Department of Mathematics, Drexel University, 3141 Chestnut St, Philadelphia, PA 19104

Received: 14 December 2018 Accepted: 25 February 2019 Published: 30 April 2019

It is known that long waves in spatially periodic polymer Fermi-Pasta-Ulam-Tsingou lattices are well-approximated for long, but not infinite, times by suitably scaled solutions of Korteweg-de Vries equations. It is also known that dimer FPUT lattices possess nanopteron solutions, i.e., traveling wave solutions which are the superposition of a KdV-like solitary wave and a very small amplitude ripple. Such solutions have infinite mechanical energy.
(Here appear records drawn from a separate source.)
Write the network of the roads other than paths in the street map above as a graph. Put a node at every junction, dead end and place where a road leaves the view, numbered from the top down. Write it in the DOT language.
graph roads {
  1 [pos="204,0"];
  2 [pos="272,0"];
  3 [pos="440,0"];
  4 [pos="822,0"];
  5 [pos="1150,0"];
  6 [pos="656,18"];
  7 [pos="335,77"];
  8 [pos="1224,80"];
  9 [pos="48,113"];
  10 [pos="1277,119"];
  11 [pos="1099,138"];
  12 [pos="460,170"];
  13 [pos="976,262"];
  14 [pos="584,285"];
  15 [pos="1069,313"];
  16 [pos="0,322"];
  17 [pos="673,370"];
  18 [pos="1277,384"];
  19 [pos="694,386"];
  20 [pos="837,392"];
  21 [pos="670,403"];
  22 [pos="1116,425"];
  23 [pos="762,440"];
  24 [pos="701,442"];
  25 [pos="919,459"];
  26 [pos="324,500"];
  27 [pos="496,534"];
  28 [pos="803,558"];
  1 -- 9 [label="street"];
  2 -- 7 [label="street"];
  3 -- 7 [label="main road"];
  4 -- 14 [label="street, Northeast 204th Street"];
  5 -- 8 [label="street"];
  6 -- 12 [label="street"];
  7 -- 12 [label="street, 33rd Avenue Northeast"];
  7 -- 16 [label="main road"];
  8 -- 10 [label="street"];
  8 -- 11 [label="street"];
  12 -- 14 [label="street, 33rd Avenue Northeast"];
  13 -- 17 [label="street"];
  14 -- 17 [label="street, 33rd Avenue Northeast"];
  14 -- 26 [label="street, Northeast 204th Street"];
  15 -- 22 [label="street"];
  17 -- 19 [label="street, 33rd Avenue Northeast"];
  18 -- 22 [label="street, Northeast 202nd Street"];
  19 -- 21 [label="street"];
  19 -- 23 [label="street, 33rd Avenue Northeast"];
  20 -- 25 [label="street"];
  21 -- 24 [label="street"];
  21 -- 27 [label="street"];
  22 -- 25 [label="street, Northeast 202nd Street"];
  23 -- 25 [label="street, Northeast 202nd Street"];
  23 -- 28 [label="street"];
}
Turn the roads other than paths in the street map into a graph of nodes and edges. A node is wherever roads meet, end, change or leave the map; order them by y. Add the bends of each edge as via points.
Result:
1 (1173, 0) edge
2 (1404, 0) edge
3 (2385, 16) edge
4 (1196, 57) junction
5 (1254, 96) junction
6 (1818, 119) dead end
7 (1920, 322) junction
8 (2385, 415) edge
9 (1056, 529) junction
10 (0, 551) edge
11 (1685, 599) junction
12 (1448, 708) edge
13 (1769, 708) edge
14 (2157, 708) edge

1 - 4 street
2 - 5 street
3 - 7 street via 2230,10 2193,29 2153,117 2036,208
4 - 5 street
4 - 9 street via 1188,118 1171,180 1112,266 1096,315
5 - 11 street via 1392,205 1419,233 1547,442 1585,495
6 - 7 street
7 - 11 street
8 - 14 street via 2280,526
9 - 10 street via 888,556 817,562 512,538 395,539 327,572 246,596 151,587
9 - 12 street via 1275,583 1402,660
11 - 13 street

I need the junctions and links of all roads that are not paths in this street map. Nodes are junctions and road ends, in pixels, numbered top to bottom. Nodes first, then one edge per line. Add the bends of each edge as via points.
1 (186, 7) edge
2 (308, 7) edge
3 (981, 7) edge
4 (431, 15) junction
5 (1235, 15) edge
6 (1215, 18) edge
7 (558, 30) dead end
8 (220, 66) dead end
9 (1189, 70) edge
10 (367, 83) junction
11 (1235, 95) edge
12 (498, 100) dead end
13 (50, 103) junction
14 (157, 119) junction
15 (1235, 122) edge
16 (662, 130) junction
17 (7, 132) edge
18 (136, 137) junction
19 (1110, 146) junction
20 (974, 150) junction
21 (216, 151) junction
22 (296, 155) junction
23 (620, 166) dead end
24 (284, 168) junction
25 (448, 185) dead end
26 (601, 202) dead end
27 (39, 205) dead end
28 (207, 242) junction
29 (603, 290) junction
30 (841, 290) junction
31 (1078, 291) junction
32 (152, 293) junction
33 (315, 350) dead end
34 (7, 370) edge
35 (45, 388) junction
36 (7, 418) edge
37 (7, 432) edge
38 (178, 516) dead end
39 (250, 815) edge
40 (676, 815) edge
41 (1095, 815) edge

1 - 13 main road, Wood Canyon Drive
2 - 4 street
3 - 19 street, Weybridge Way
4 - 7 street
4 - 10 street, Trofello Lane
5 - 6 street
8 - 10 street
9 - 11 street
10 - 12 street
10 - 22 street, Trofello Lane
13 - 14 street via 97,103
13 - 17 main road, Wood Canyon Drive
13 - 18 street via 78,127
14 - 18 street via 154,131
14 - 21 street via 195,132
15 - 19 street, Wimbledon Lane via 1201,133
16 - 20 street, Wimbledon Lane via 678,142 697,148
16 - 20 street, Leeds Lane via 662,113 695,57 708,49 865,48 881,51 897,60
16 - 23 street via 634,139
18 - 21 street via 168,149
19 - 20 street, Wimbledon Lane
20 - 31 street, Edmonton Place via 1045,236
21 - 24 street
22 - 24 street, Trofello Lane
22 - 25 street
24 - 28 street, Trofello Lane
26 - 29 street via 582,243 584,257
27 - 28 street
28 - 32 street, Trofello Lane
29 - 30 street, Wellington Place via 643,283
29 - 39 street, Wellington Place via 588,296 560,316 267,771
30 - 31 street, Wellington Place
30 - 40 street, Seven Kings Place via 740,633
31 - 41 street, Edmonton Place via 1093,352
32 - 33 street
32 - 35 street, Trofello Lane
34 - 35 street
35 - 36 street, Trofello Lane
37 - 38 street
In this article we investigate numerically what happens over very long time scales (longer than the time of validity for the KdV approximation) to solutions of diatomic FPUT which are initially suitably scaled (finite energy) KdV solitary waves. That is we omit the ripple. What we find is that the solitary wave continuously leaves behind a very small amplitude "oscillatory wake." This periodic tail saps energy from the solitary wave at a very slow (numerically sub-exponential) rate. We take this as evidence that the diatomic FPUT "solitary wave" is in fact quasi-stationary or metastable.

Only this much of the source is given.